* Your goal *
The entries below must be repeated exactly. None may be skipped.

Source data
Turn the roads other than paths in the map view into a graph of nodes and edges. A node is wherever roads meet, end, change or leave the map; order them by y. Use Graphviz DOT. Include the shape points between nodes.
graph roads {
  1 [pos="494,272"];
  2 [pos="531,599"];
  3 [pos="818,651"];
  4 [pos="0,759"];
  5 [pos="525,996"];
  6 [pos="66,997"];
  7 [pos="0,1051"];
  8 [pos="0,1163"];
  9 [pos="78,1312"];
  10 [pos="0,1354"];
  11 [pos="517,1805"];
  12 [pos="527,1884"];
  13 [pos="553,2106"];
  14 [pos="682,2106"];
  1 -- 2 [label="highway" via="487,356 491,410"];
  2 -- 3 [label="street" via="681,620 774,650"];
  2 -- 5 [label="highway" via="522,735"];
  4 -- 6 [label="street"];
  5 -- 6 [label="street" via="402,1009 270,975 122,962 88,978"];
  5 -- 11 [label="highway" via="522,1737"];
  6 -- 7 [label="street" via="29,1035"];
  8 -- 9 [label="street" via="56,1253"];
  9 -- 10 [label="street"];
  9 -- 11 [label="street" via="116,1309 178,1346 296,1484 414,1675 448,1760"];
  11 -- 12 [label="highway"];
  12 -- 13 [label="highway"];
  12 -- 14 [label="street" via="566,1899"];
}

* Answer *
Turn the roads other than paths in the map view into a graph of nodes and edges. A node is wherever roads meet, end, change or leave the map; order them by y. Use Graphviz DOT. Include the shape points between nodes.
graph roads {
  1 [pos="494,272"];
  2 [pos="531,599"];
  3 [pos="818,651"];
  4 [pos="0,759"];
  5 [pos="525,996"];
  6 [pos="66,997"];
  7 [pos="0,1051"];
  8 [pos="0,1163"];
  9 [pos="78,1312"];
  10 [pos="0,1354"];
  11 [pos="517,1805"];
  12 [pos="527,1884"];
  13 [pos="553,2106"];
  14 [pos="682,2106"];
  1 -- 2 [label="highway" via="487,356 491,410"];
  2 -- 3 [label="street" via="681,620 774,650"];
  2 -- 5 [label="highway" via="522,735"];
  4 -- 6 [label="street"];
  5 -- 6 [label="street" via="402,1009 270,975 122,962 88,978"];
  5 -- 11 [label="highway" via="522,1737"];
  6 -- 7 [label="street" via="29,1035"];
  8 -- 9 [label="street" via="56,1253"];
  9 -- 10 [label="street"];
  9 -- 11 [label="street" via="116,1309 178,1346 296,1484 414,1675 448,1760"];
  11 -- 12 [label="highway"];
  12 -- 13 [label="highway"];
  12 -- 14 [label="street" via="566,1899"];
}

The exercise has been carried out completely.